Aspasia Fatsiadou
The war in Ukraine, now in its third year, has from the beginning been framed as a moral confrontation — the dominant narrative being that of a sovereign democracy resisting the revisionism of an authoritarian Russian state seeking to reclaim the lost grandeur of its former empire. A crisis that might have been contained has turned into a prolonged war, with devastating consequences for Ukraine and corrosive effects on European cohesion. As the conflict drags on, what increasingly comes to light is a blend of ideological inertia, strategic deficit, and political avoidance — once again masked by emphatic declarations that only deepen the impasse.
The question was never whether Ukraine had the right to choose its alliances. The real issue was whether that right could be exercised, secured, and sustained without triggering a war that the West could neither enter directly nor bring to a decisive end. As early as 2022, Ukraine’s NATO accession was politically unfeasible — a fact acknowledged by Western leaders themselves.

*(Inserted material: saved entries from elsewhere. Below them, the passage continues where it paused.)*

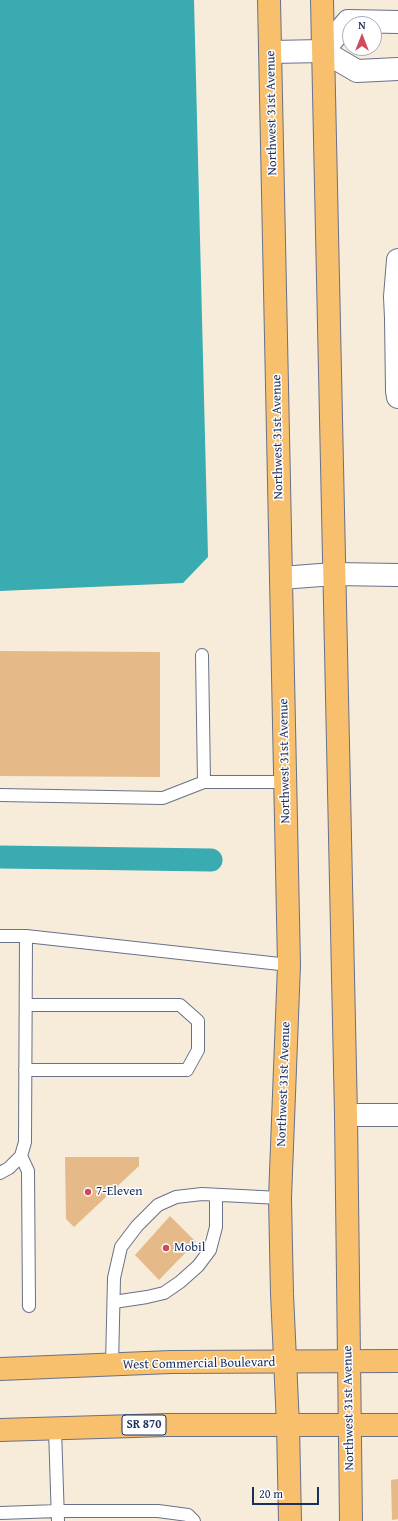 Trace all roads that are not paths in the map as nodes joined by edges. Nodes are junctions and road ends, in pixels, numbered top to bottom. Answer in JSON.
{"nodes":[{"id":1,"x":269,"y":0,"type":"edge"},
{"id":2,"x":322,"y":0,"type":"edge"},
{"id":3,"x":398,"y":22,"type":"edge"},
{"id":4,"x":324,"y":51,"type":"junction"},
{"id":5,"x":271,"y":52,"type":"junction"},
{"id":6,"x":398,"y":69,"type":"edge"},
{"id":7,"x":398,"y":260,"type":"edge"},
{"id":8,"x":398,"y":397,"type":"edge"},
{"id":9,"x":334,"y":574,"type":"junction"},
{"id":10,"x":398,"y":575,"type":"edge"},
{"id":11,"x":281,"y":578,"type":"junction"},
{"id":12,"x":202,"y":655,"type":"dead end"},
{"id":13,"x":204,"y":782,"type":"junction"},
{"id":14,"x":285,"y":782,"type":"junction"},
{"id":15,"x":0,"y":795,"type":"edge"},
{"id":16,"x":0,"y":936,"type":"edge"},
{"id":17,"x":26,"y":936,"type":"junction"},
{"id":18,"x":289,"y":965,"type":"junction"},
{"id":19,"x":26,"y":1006,"type":"junction"},
{"id":20,"x":25,"y":1070,"type":"junction"},
{"id":21,"x":346,"y":1115,"type":"junction"},
{"id":22,"x":398,"y":1115,"type":"edge"},
{"id":23,"x":21,"y":1156,"type":"junction"},
{"id":24,"x":0,"y":1172,"type":"edge"},
{"id":25,"x":216,"y":1195,"type":"junction"},
{"id":26,"x":280,"y":1198,"type":"junction"},
{"id":27,"x":114,"y":1302,"type":"junction"},
{"id":28,"x":29,"y":1306,"type":"dead end"},
{"id":29,"x":349,"y":1361,"type":"junction"},
{"id":30,"x":398,"y":1361,"type":"edge"},
{"id":31,"x":284,"y":1362,"type":"junction"},
{"id":32,"x":112,"y":1365,"type":"junction"},
{"id":33,"x":0,"y":1369,"type":"edge"},
{"id":34,"x":288,"y":1425,"type":"junction"},
{"id":35,"x":350,"y":1425,"type":"junction"},
{"id":36,"x":398,"y":1425,"type":"edge"},
{"id":37,"x":0,"y":1430,"type":"edge"},
{"id":38,"x":55,"y":1430,"type":"junction"},
{"id":39,"x":0,"y":1513,"type":"edge"},
{"id":40,"x":58,"y":1516,"type":"edge"},
{"id":41,"x":105,"y":1516,"type":"edge"},
{"id":42,"x":190,"y":1519,"type":"edge"},
{"id":43,"x":290,"y":1521,"type":"edge"},
{"id":44,"x":351,"y":1521,"type":"edge"}],
"edges":[{"from":1,"to":5,"type":"main road","name":"Northwest 31st Avenue"},
{"from":2,"to":4,"type":"main road","name":"Northwest 31st Avenue"},
{"from":3,"to":4,"type":"street"},
{"from":4,"to":5,"type":"street"},
{"from":4,"to":6,"type":"street"},
{"from":4,"to":9,"type":"main road","name":"Northwest 31st Avenue"},
{"from":5,"to":11,"type":"main road","name":"Northwest 31st Avenue"},
{"from":7,"to":8,"type":"street"},
{"from":9,"to":10,"type":"street"},
{"from":9,"to":11,"type":"street"},
{"from":9,"to":21,"type":"main road","name":"Northwest 31st Avenue"},
{"from":11,"to":14,"type":"main road","name":"Northwest 31st Avenue"},
{"from":12,"to":13,"type":"lane"},
{"from":13,"to":14,"type":"lane"},
{"from":13,"to":15,"type":"lane"},
{"from":14,"to":18,"type":"main road","name":"Northwest 31st Avenue"},
{"from":16,"to":17,"type":"lane"},
{"from":17,"to":18,"type":"lane"},
{"from":17,"to":19,"type":"lane"},
{"from":18,"to":26,"type":"main road","name":"Northwest 31st Avenue"},
{"from":19,"to":20,"type":"lane"},
{"from":19,"to":20,"type":"lane"},
{"from":20,"to":23,"type":"lane"},
{"from":21,"to":22,"type":"street"},
{"from":21,"to":29,"type":"main road","name":"Northwest 31st Avenue"},
{"from":23,"to":24,"type":"lane"},
{"from":23,"to":28,"type":"lane"},
{"from":25,"to":26,"type":"lane"},
{"from":25,"to":27,"type":"lane"},
{"from":25,"to":27,"type":"lane"},
{"from":26,"to":31,"type":"main road","name":"Northwest 31st Avenue"},
{"from":27,"to":32,"type":"lane"},
{"from":29,"to":30,"type":"main road","name":"West Commercial Boulevard"},
{"from":29,"to":31,"type":"main road","name":"West Commercial Boulevard"},
{"from":29,"to":35,"type":"main road","name":"Northwest 31st Avenue"},
{"from":31,"to":32,"type":"main road","name":"West Commercial Boulevard"},
{"from":31,"to":34,"type":"main road","name":"Northwest 31st Avenue"},
{"from":32,"to":33,"type":"main road","name":"West Commercial Boulevard"},
{"from":34,"to":35,"type":"main road","number":"SR 870"},
{"from":34,"to":38,"type":"main road","number":"SR 870"},
{"from":34,"to":43,"type":"main road","name":"Northwest 31st Avenue"},
{"from":35,"to":36,"type":"main road","number":"SR 870"},
{"from":35,"to":44,"type":"main road","name":"Northwest 31st Avenue"},
{"from":37,"to":38,"type":"main road","number":"SR 870"},
{"from":38,"to":40,"type":"lane"},
{"from":39,"to":40,"type":"lane"},
{"from":40,"to":41,"type":"lane"},
{"from":41,"to":42,"type":"lane"}]}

Yet the discourse of “freedom of choice” persisted, as though the invocation of rights alone could dictate political decisions, rather than a realistic assessment of the situation.

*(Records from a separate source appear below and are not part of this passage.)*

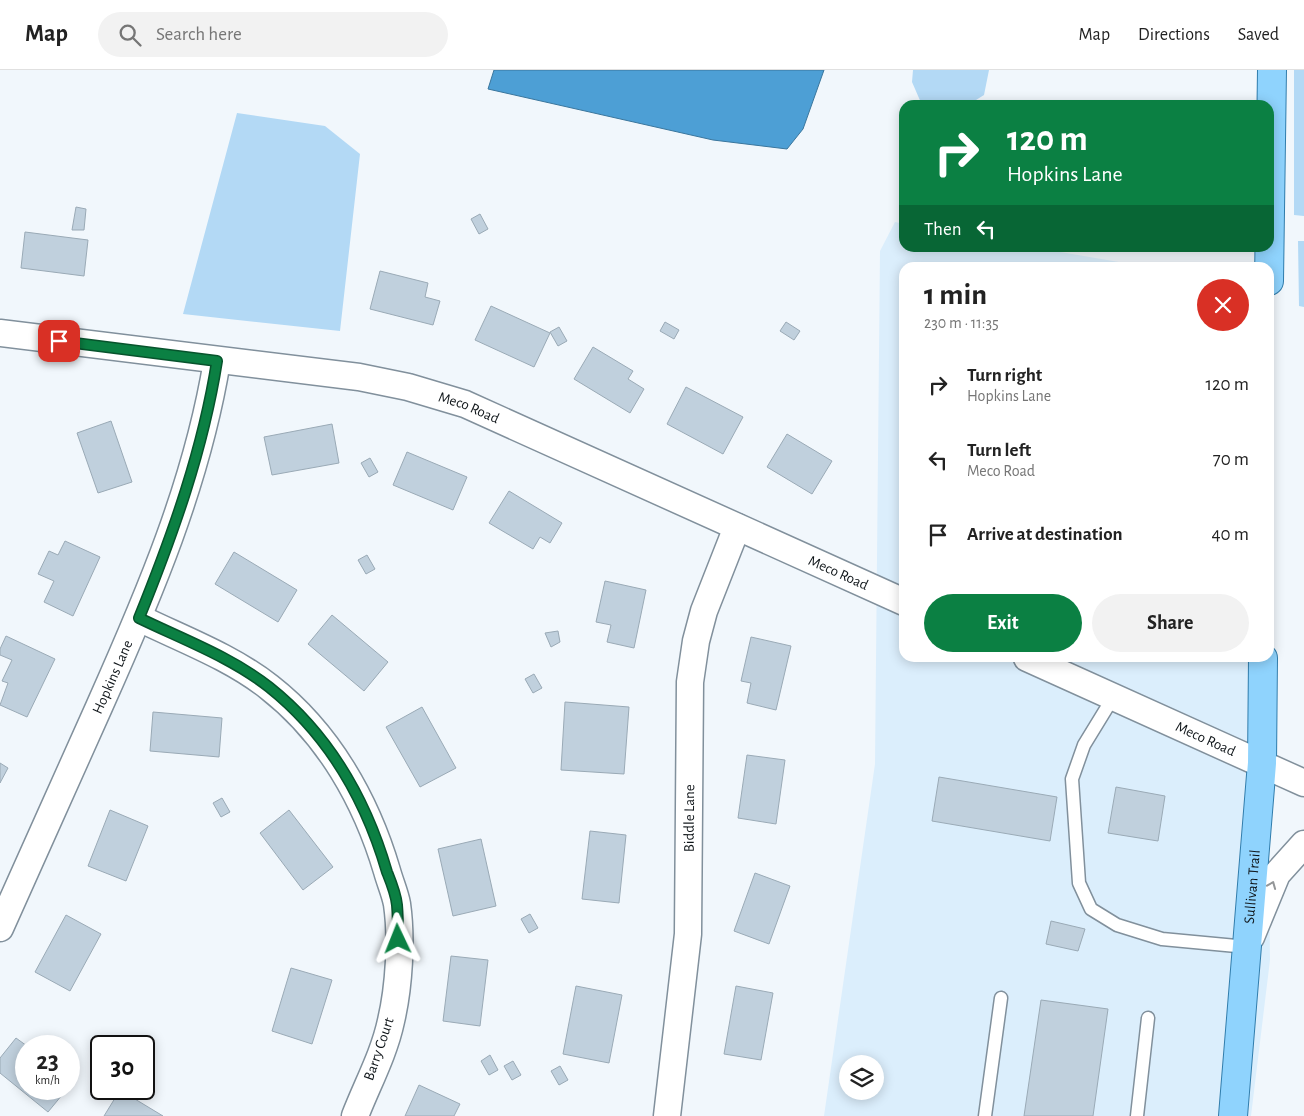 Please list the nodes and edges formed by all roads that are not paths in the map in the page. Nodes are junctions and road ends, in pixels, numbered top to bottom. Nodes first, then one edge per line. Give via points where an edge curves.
1 (1272, 70) edge
2 (1272, 100) edge
3 (0, 333) edge
4 (217, 361) junction
5 (736, 527) junction
6 (899, 600) edge
7 (139, 618) junction
8 (1036, 662) edge
9 (1263, 662) edge
10 (1114, 696) junction
11 (1262, 763) junction
12 (1304, 783) edge
13 (1304, 844) edge
14 (0, 928) edge
15 (1247, 947) junction
16 (1001, 998) dead end
17 (1148, 1018) dead end
18 (354, 1116) edge
19 (667, 1116) edge
20 (985, 1116) edge
21 (1137, 1116) edge
22 (1234, 1116) edge

1 - 2 main road
3 - 4 street, Meco Road
4 - 5 street, Meco Road via 360,378 408,387 465,404
4 - 7 street, Hopkins Lane via 183,504
5 - 6 street, Meco Road
5 - 19 street, Biddle Lane via 704,611 690,682 688,934
7 - 14 street, Hopkins Lane
7 - 18 street, Barry Court via 230,662 268,686 306,719 332,753 361,804 380,847 397,904 399,956 391,1020 381,1053
8 - 10 street, Meco Road
9 - 11 main road, Sullivan Trail
10 - 11 street, Meco Road
10 - 15 lane via 1084,745 1072,779 1079,883 1091,910 1117,925 1162,939
11 - 12 street, Meco Road
11 - 15 main road, Sullivan Trail
15 -> 13 street via 1277,874
15 - 22 main road, Sullivan Trail
16 - 20 lane
17 - 21 lane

As Noam Chomsky rightly observed, great powers invoke a rules-based order while resorting to force wherever their interests demand it. The case of the Solomon Islands is indicative: in 2022, when this small Pacific state signed a security agreement with China, U.S. officials expressed concern over its strategic implications — a vocabulary never applied to Ukraine’s far more consequential efforts at integration.